Published: 18 July 2012



Identification of essential proteins plays a significant role in understanding minimal requirements for the cellular survival and development. Many computational methods have been proposed for predicting essential proteins by using the topological features of protein-protein interaction (PPI) networks. However, most of these methods ignored intrinsic biological meaning of proteins. Moreover, PPI data contains many false positives and false negatives. To overcome these limitations, recently many research groups have started to focus on identification of essential proteins by integrating PPI networks with other biological information. However, none of their methods has widely been acknowledged.
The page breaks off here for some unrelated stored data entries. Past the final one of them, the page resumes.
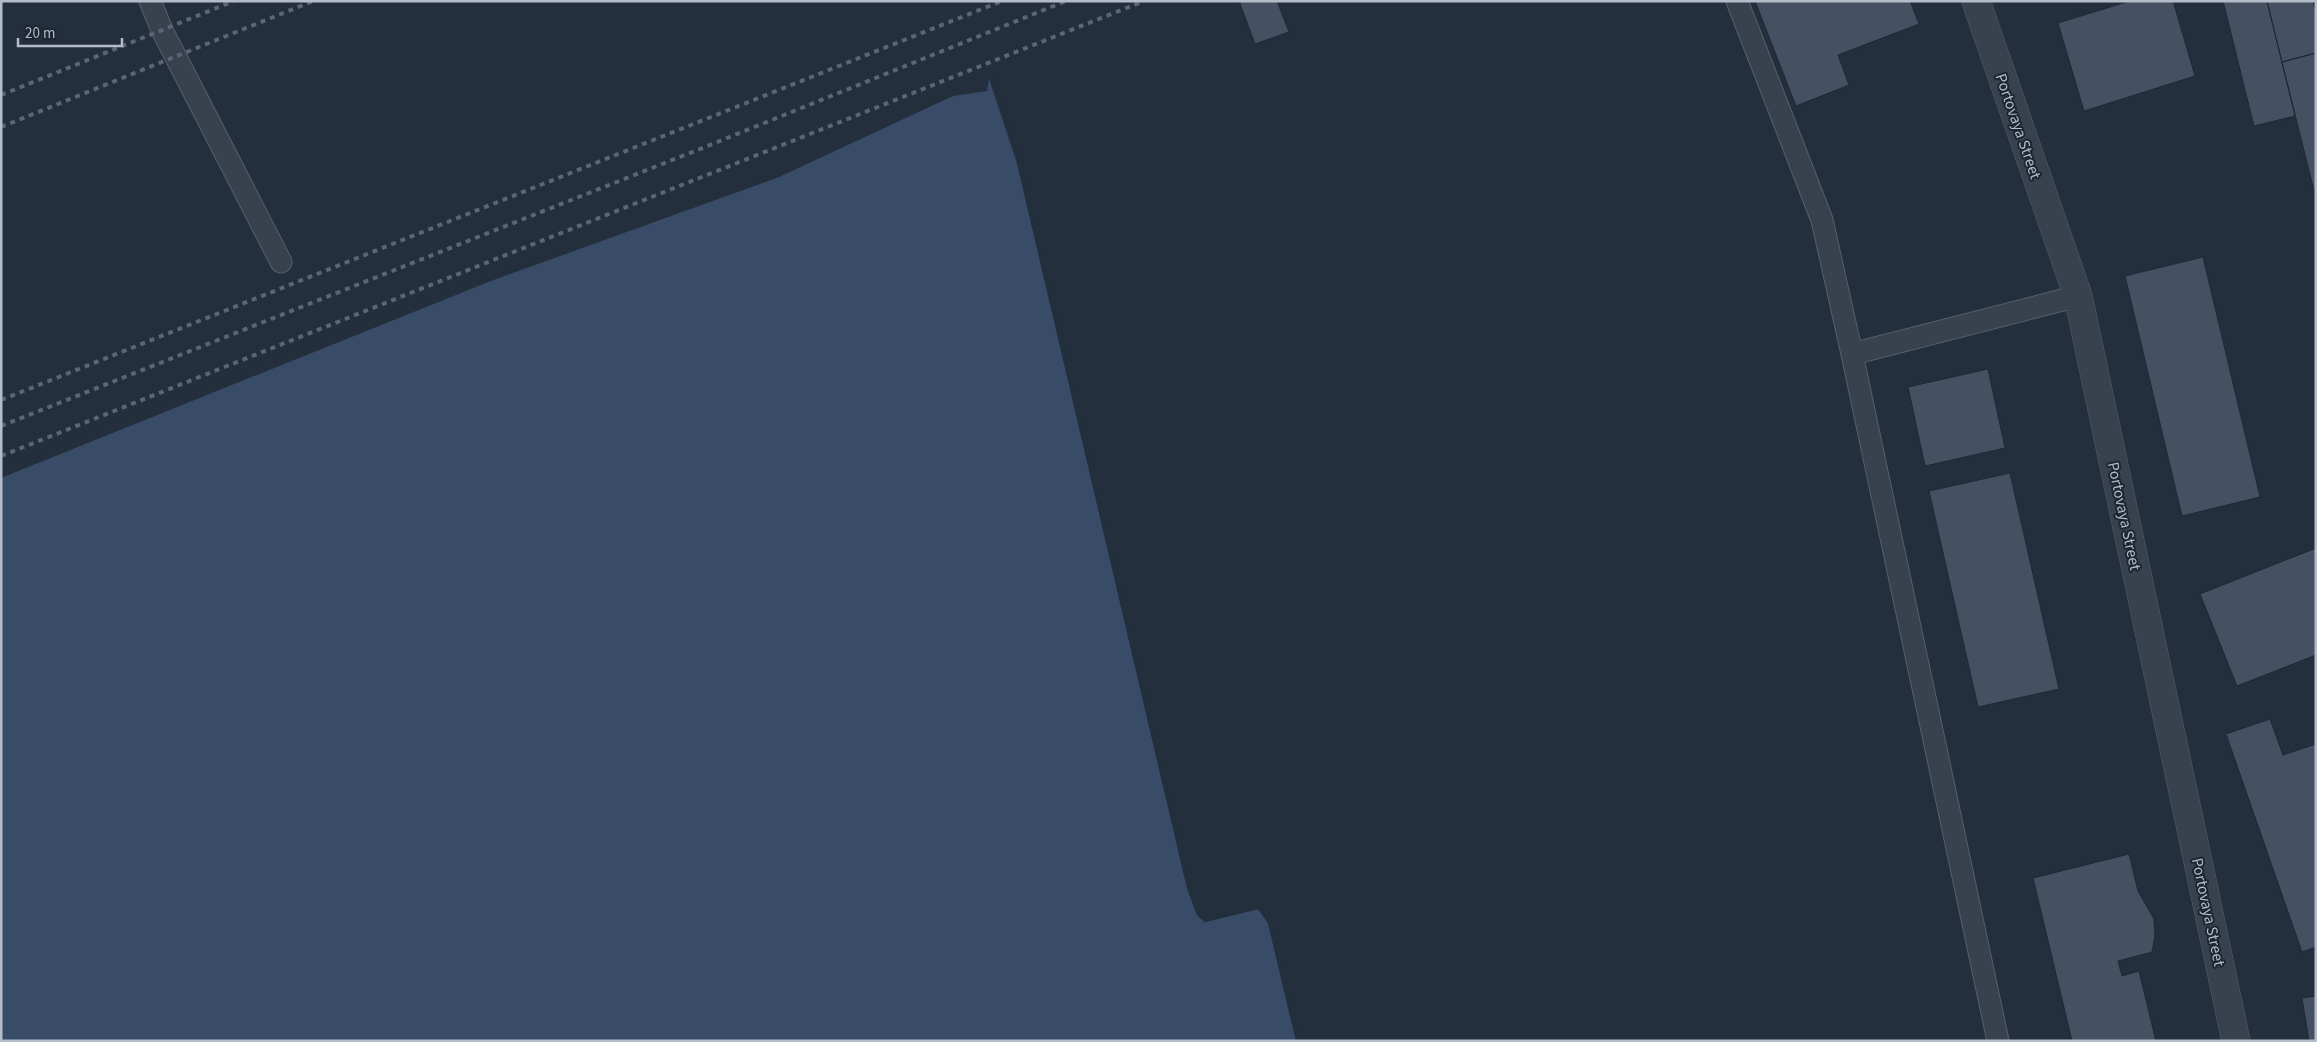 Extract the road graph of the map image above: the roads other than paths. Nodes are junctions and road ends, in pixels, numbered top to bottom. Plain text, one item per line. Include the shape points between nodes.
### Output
1 (150, 1) edge
2 (1737, 1) edge
3 (1976, 1) edge
4 (280, 262) dead end
5 (2078, 296) junction
6 (1852, 354) junction
7 (1998, 1041) edge
8 (2236, 1041) edge

1 - 4 lane
2 - 6 lane via 1822,220
3 - 5 street, Portovaya Street
5 - 6 lane
5 - 8 street, Portovaya Street
6 - 7 lane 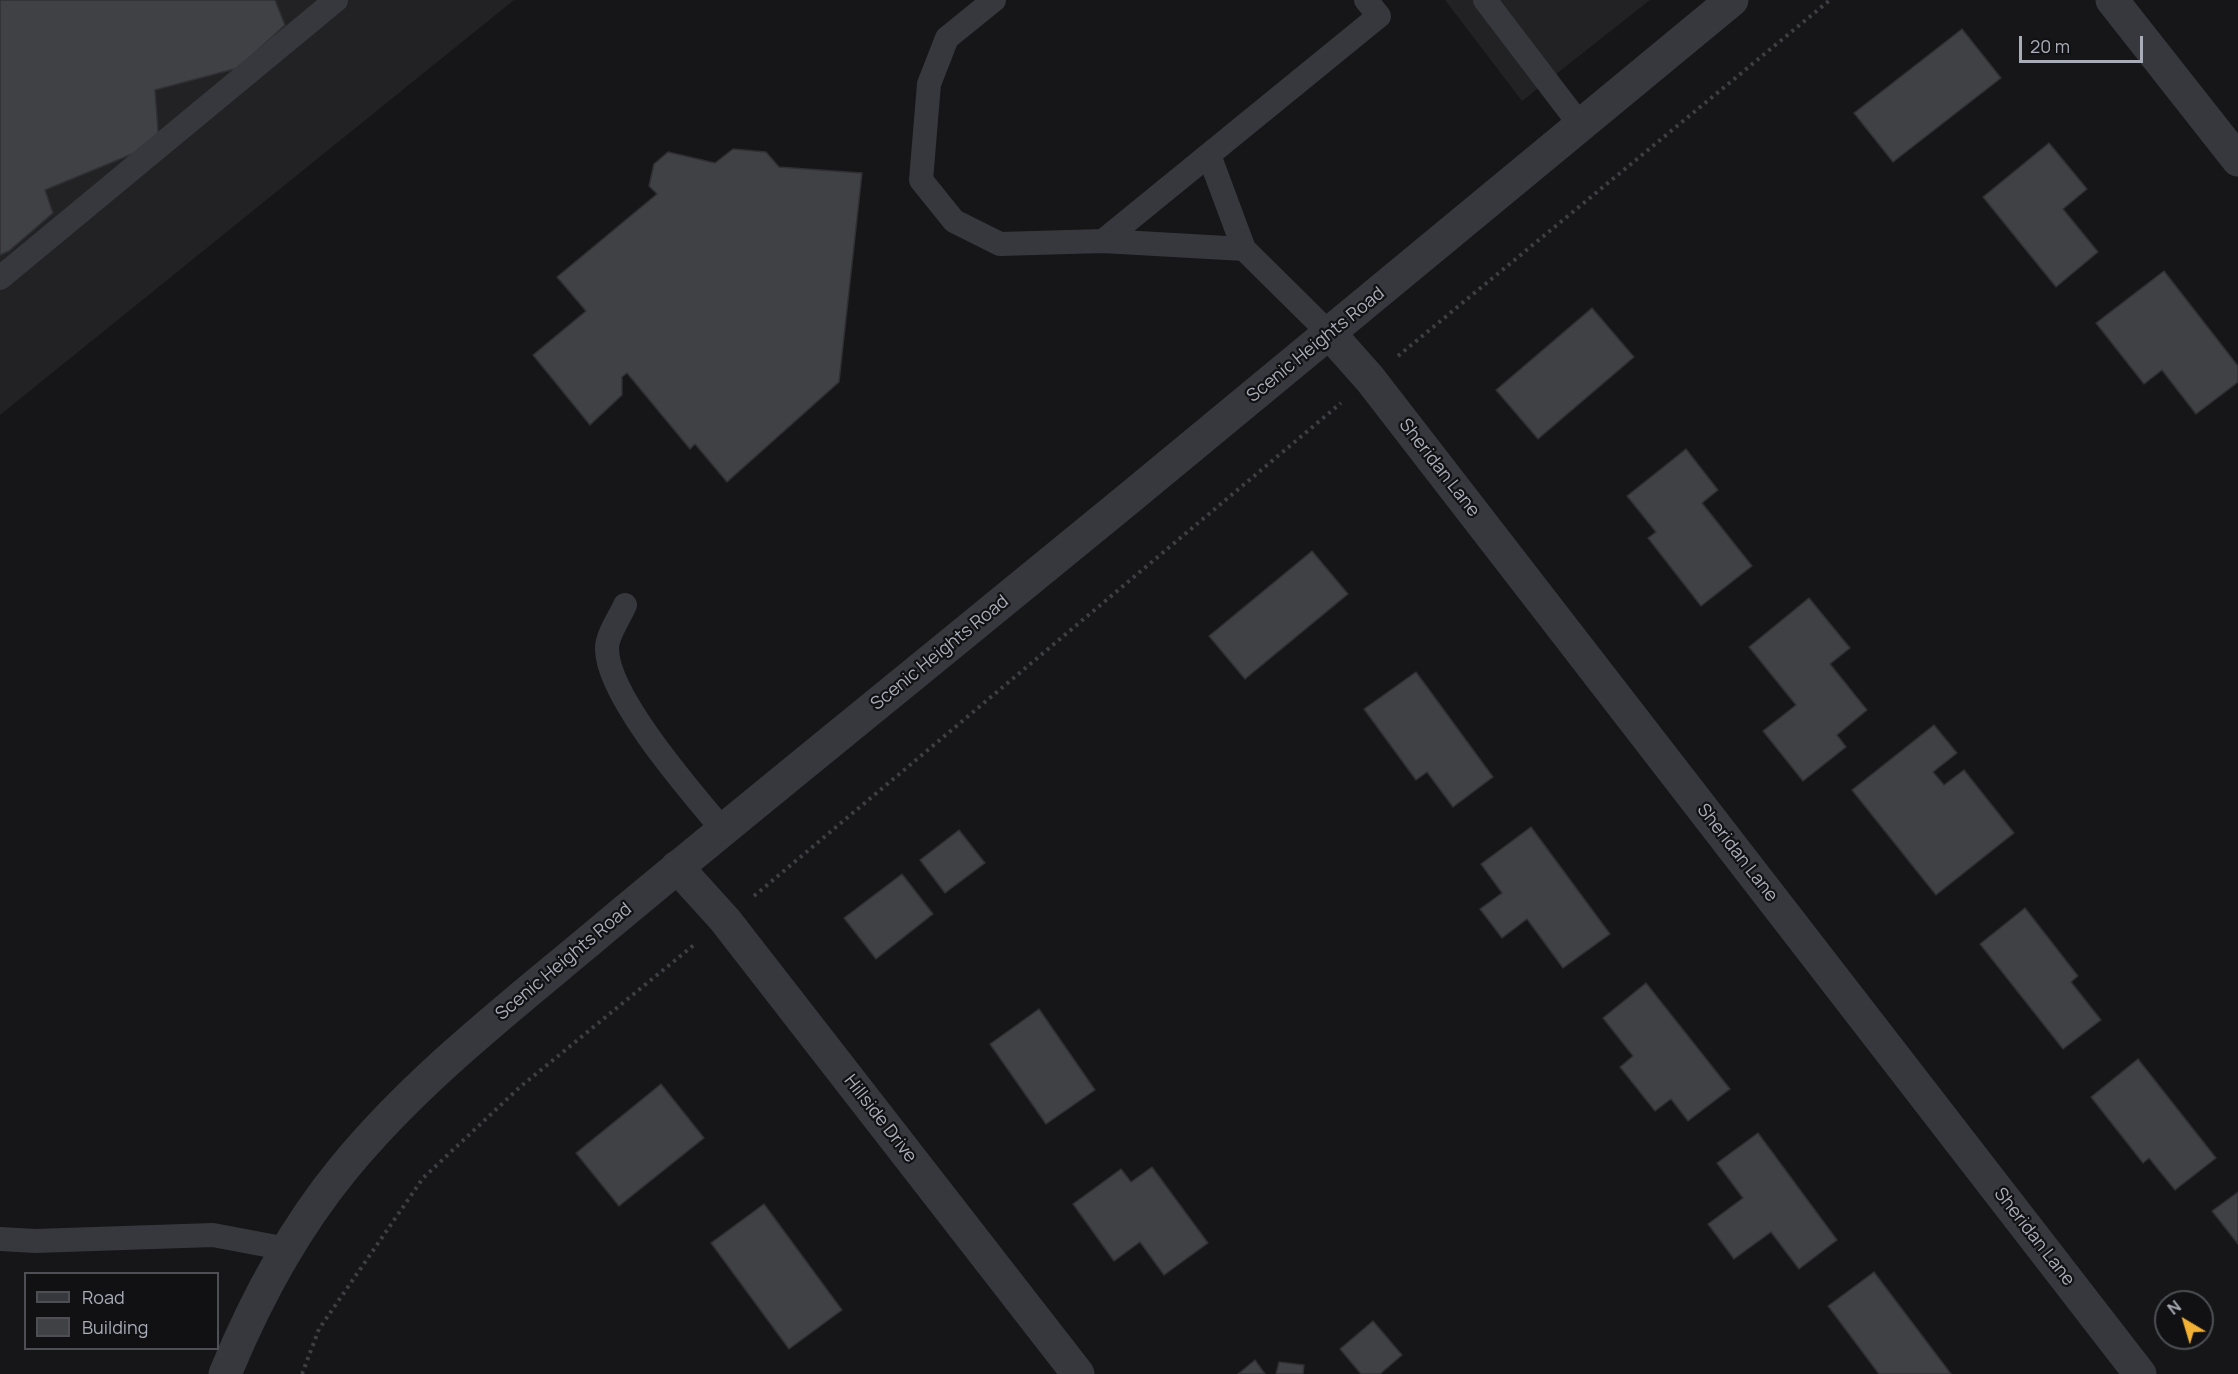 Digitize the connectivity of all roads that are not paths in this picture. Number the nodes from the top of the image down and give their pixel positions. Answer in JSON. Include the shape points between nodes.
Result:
{"nodes":[{"id":1,"x":336,"y":0,"type":"edge"},
{"id":2,"x":994,"y":0,"type":"edge"},
{"id":3,"x":1366,"y":0,"type":"edge"},
{"id":4,"x":1485,"y":0,"type":"edge"},
{"id":5,"x":1732,"y":0,"type":"edge"},
{"id":6,"x":2112,"y":0,"type":"edge"},
{"id":7,"x":1581,"y":126,"type":"junction"},
{"id":8,"x":1209,"y":155,"type":"junction"},
{"id":9,"x":2238,"y":160,"type":"edge"},
{"id":10,"x":1103,"y":241,"type":"junction"},
{"id":11,"x":1244,"y":249,"type":"junction"},
{"id":12,"x":0,"y":278,"type":"edge"},
{"id":13,"x":1330,"y":334,"type":"junction"},
{"id":14,"x":625,"y":605,"type":"dead end"},
{"id":15,"x":723,"y":830,"type":"junction"},
{"id":16,"x":677,"y":867,"type":"junction"},
{"id":17,"x":0,"y":1239,"type":"edge"},
{"id":18,"x":287,"y":1249,"type":"junction"},
{"id":19,"x":225,"y":1374,"type":"edge"},
{"id":20,"x":1078,"y":1374,"type":"edge"},
{"id":21,"x":2140,"y":1374,"type":"edge"}],
"edges":[{"from":1,"to":12,"type":"lane"},
{"from":2,"to":10,"type":"lane","via":[[947,38],[929,84],[921,180],[954,221],[999,244]]},
{"from":3,"to":8,"type":"lane","via":[[1379,16]]},
{"from":4,"to":7,"type":"lane"},
{"from":5,"to":7,"type":"street","name":"Scenic Heights Road"},
{"from":6,"to":9,"type":"street"},
{"from":7,"to":13,"type":"street","name":"Scenic Heights Road"},
{"from":8,"to":10,"type":"lane"},
{"from":8,"to":11,"type":"lane"},
{"from":10,"to":11,"type":"lane"},
{"from":11,"to":13,"type":"lane"},
{"from":13,"to":15,"type":"street","name":"Scenic Heights Road"},
{"from":13,"to":21,"type":"street","name":"Sheridan Lane","via":[[1370,379]]},
{"from":14,"to":15,"type":"lane","via":[[606,646],[619,686],[629,707],[672,768]]},
{"from":15,"to":16,"type":"street","name":"Scenic Heights Road"},
{"from":16,"to":18,"type":"street","name":"Scenic Heights Road","via":[[398,1107],[342,1170]]},
{"from":16,"to":20,"type":"street","name":"Hillside Drive","via":[[725,920]]},
{"from":17,"to":18,"type":"lane","via":[[213,1235]]},
{"from":18,"to":19,"type":"street","name":"Scenic Heights Road","via":[[254,1307]]}]} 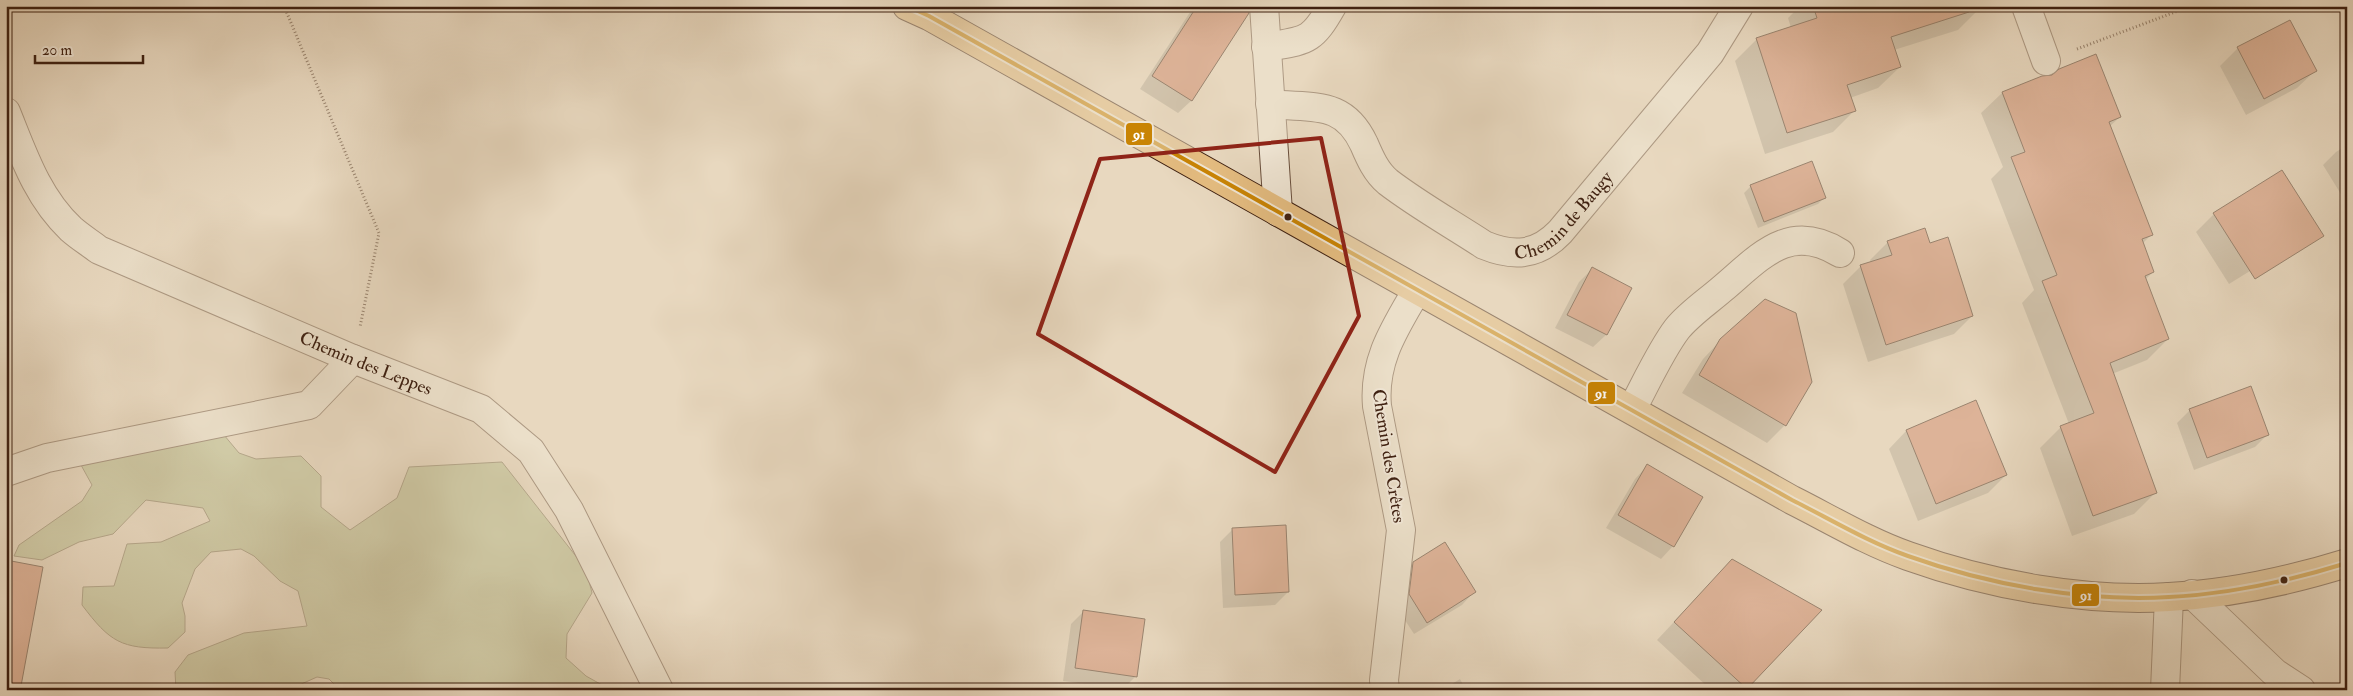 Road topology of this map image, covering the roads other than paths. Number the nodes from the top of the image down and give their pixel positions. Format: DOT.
graph roads {
  1 [pos="907,6"];
  2 [pos="1264,6"];
  3 [pos="1332,6"];
  4 [pos="1739,6"];
  5 [pos="2026,6"];
  6 [pos="1266,47"];
  7 [pos="2046,61"];
  8 [pos="1270,104"];
  9 [pos="6,112"];
  10 [pos="1278,212"];
  11 [pos="1840,253"];
  12 [pos="1417,290"];
  13 [pos="353,359"];
  14 [pos="1632,409"];
  15 [pos="6,472"];
  16 [pos="2347,563"];
  17 [pos="2180,596"];
  18 [pos="659,690"];
  19 [pos="1385,690"];
  20 [pos="2165,690"];
  21 [pos="2301,690"];
  1 -- 10 [label="main road"];
  2 -- 6 [label="street"];
  3 -- 6 [label="street"];
  4 -- 8 [label="street, Chemin de Baugy"];
  5 -- 7 [label="street"];
  6 -- 8 [label="street"];
  8 -- 10 [label="street"];
  9 -- 13 [label="street, Chemin des Leppes"];
  10 -- 12 [label="main road"];
  11 -- 14 [label="street"];
  12 -- 14 [label="main road"];
  12 -- 19 [label="street, Chemin des Crêtes"];
  13 -- 15 [label="street"];
  13 -- 18 [label="street, Chemin des Leppes"];
  14 -- 17 [label="main road"];
  16 -- 17 [label="main road"];
  17 -- 20 [label="street"];
  17 -- 21 [label="street"];
} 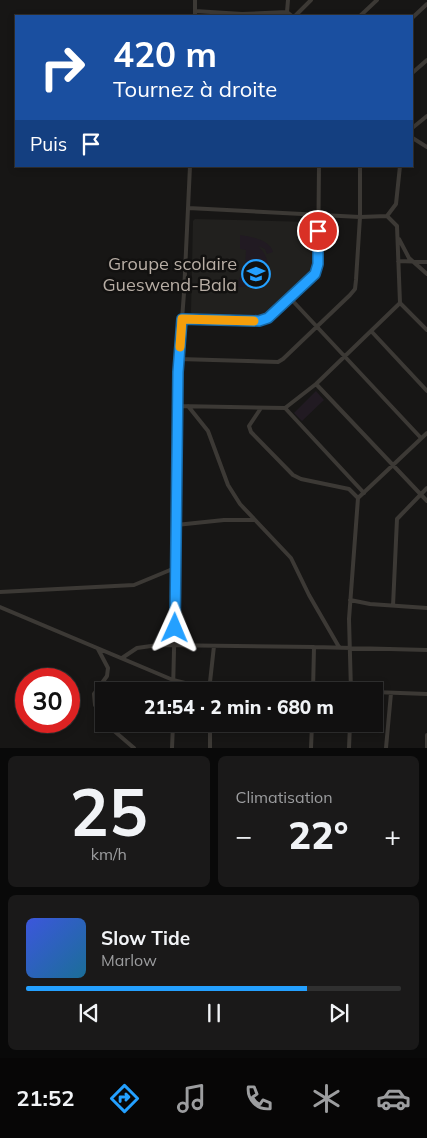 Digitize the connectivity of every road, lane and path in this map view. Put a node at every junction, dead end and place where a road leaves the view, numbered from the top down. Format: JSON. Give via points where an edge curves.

By considering the facts that essential proteins are more evolutionarily conserved than nonessential proteins and essential proteins frequently bind each other, we propose an iteration method for predicting essential proteins by integrating the orthology with PPI networks, named by ION. Differently from other methods, ION identifies essential proteins depending on not only the connections between proteins but also their orthologous properties and features of their neighbors. ION is implemented to predict essential proteins in S. cerevisiae. Experimental results show that ION can achieve higher identification accuracy than eight other existing centrality methods in terms of area under the curve (AUC). Moreover, ION identifies a large amount of essential proteins which have been ignored by eight other existing centrality methods because of their low-connectivity. Many proteins ranked in top 100 by ION are both essential and belong to the complexes with certain biological functions. Furthermore, no matter how many reference organisms were selected, ION outperforms all eight other existing centrality methods. While using as many as possible reference organisms can improve the performance of ION. Additionally, ION also shows good prediction performance in E. coli K-12.


The accuracy of predicting essential proteins can be improved by integrating the orthology with PPI networks.